What is being asked - After going through the data below, state how many lines contain "Graveline", and nothing else.

═════ Data shown ═════

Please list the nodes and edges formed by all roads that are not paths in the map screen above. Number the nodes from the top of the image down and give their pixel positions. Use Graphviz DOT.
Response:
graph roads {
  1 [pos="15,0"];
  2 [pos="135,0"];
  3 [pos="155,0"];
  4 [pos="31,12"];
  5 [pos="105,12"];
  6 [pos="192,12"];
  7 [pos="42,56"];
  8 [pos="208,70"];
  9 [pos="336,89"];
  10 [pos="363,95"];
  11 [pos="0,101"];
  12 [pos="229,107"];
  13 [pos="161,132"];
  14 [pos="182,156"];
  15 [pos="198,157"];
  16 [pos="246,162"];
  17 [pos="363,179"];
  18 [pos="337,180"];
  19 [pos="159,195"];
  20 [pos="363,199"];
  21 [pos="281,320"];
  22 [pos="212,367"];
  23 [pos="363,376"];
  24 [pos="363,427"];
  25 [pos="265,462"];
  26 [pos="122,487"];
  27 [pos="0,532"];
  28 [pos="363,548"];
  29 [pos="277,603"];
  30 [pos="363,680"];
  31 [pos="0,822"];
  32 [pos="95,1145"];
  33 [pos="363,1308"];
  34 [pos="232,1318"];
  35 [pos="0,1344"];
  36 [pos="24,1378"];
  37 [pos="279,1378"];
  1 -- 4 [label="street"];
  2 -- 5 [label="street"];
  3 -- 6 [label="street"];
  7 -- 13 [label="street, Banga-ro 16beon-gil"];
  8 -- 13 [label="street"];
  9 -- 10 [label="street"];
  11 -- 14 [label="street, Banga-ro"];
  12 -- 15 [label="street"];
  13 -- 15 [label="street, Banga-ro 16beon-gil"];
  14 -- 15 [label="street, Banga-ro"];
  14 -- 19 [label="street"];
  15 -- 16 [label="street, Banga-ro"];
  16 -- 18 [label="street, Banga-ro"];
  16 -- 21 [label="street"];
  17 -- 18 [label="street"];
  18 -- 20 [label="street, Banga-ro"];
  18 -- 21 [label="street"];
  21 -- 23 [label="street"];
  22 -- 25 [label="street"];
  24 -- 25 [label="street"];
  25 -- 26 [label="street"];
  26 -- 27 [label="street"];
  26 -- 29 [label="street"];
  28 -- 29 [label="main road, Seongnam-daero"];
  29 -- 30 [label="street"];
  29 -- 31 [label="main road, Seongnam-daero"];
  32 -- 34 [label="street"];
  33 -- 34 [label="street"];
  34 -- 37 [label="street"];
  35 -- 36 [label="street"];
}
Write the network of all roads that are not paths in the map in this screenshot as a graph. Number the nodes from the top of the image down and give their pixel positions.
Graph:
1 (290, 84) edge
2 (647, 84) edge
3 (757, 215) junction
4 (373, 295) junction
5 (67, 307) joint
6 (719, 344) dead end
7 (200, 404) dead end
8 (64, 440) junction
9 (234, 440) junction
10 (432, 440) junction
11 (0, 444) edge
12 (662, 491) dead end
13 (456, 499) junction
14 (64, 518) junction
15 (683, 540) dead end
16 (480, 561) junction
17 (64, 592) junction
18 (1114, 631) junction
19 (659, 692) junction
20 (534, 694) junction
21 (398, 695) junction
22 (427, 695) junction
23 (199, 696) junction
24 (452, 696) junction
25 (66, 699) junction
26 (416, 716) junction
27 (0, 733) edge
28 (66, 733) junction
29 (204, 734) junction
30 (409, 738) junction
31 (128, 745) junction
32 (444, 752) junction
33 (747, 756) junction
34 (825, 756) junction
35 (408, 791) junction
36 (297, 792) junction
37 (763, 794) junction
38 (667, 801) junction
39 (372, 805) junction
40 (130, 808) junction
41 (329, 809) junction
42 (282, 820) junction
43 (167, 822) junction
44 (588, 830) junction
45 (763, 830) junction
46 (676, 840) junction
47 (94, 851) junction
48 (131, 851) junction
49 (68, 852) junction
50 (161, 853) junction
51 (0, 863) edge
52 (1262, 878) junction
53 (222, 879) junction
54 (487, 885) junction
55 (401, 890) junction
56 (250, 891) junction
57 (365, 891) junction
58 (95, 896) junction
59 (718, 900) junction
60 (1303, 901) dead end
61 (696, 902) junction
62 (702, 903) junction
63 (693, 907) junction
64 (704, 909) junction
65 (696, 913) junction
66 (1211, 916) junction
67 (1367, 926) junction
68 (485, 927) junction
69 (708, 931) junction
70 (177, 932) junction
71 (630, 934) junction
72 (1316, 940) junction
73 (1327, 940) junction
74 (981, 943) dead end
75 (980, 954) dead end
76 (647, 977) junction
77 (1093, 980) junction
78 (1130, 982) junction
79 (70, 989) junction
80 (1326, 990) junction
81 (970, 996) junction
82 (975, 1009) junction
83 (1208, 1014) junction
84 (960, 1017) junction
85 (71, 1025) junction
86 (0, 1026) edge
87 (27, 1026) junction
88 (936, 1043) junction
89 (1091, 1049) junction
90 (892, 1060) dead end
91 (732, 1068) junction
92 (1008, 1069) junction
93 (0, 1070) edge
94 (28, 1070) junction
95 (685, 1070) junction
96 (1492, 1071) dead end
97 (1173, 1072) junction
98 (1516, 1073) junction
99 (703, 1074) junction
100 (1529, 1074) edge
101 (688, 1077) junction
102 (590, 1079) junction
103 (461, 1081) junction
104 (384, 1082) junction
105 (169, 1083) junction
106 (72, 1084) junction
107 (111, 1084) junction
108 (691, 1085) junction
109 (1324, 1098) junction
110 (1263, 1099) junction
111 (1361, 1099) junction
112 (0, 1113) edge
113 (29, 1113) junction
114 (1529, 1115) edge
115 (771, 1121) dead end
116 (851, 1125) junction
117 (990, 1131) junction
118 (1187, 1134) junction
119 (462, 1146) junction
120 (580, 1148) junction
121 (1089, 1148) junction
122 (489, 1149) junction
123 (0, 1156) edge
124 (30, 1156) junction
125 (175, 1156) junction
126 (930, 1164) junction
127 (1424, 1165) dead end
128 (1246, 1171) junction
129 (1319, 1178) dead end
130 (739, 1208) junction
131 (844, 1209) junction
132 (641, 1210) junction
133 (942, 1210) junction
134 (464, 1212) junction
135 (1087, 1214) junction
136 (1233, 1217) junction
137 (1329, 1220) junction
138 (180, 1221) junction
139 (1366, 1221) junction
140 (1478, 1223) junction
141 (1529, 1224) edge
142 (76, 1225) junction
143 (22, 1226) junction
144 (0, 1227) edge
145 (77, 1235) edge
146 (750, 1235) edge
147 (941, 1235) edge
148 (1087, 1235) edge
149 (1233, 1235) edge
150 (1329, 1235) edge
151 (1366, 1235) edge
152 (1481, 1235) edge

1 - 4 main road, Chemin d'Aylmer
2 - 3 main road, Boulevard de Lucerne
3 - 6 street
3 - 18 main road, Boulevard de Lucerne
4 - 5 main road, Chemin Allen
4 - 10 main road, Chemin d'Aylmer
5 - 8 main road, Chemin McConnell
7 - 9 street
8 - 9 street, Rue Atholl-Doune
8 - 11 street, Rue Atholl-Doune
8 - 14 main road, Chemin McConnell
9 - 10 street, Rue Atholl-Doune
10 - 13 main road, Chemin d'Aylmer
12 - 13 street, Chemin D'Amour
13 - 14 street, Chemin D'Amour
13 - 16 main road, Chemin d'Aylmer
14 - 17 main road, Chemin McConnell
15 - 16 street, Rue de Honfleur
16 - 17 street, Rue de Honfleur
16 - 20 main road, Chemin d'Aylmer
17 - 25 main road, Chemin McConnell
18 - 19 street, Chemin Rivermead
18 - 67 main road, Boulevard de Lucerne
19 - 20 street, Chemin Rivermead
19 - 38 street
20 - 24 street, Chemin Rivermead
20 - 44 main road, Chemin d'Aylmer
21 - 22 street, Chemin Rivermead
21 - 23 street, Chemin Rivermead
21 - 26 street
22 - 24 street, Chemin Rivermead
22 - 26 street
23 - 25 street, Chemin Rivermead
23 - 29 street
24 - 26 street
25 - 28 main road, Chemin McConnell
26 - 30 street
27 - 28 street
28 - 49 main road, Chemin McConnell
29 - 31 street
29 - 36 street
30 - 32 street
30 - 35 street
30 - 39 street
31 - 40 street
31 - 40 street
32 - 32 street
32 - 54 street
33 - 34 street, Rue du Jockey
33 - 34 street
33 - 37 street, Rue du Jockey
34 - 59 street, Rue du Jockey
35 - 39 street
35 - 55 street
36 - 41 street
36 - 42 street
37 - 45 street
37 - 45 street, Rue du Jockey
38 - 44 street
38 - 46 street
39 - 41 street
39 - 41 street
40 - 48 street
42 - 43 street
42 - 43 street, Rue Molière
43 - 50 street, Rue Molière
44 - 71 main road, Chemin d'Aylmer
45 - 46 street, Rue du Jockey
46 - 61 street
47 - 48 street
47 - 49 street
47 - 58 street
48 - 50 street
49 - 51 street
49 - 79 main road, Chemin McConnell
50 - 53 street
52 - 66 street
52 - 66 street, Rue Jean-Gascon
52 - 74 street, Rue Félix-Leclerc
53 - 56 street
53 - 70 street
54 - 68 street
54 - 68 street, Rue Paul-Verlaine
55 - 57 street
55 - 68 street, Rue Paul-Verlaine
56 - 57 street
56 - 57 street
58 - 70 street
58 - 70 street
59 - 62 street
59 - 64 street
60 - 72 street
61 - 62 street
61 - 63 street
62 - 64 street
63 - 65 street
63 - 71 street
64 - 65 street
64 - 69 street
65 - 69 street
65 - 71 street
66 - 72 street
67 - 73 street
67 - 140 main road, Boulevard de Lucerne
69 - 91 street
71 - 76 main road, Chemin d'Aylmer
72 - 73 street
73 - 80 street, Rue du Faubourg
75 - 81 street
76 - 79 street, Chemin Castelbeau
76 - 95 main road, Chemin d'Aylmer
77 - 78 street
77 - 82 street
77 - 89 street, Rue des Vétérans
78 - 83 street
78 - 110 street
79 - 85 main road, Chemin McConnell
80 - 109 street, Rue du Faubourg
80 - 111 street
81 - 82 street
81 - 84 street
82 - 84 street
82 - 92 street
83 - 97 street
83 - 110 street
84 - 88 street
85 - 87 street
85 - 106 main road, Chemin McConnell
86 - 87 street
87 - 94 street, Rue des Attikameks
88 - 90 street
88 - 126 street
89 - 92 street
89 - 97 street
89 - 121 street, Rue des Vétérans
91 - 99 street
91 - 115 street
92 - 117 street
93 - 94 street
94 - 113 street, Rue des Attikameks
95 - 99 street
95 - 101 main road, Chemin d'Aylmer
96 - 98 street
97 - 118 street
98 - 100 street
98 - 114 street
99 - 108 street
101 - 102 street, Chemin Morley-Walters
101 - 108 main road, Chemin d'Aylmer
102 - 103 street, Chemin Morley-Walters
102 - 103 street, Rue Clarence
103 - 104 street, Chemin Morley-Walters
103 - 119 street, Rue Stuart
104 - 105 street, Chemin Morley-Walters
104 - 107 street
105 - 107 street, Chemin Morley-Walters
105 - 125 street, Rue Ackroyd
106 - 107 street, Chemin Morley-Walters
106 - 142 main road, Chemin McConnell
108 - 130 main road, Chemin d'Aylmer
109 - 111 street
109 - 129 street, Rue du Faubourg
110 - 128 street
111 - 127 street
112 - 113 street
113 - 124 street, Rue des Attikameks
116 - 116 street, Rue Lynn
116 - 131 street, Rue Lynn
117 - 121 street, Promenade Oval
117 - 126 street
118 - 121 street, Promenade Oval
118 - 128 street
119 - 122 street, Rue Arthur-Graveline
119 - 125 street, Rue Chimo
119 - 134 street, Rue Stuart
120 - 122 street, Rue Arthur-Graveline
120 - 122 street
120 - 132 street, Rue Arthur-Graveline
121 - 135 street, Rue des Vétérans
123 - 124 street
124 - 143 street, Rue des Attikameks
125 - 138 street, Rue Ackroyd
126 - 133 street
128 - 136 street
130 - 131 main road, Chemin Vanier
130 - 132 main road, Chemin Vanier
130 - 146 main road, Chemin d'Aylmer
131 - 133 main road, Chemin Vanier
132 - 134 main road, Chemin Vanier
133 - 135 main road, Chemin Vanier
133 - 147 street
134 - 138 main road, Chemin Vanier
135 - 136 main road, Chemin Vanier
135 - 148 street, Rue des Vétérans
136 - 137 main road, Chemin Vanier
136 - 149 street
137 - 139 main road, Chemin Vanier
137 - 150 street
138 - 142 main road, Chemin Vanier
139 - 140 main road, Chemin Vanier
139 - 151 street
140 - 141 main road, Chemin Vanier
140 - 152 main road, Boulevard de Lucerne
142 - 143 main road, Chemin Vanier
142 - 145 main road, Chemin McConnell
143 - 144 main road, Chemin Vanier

═════

Result below - 3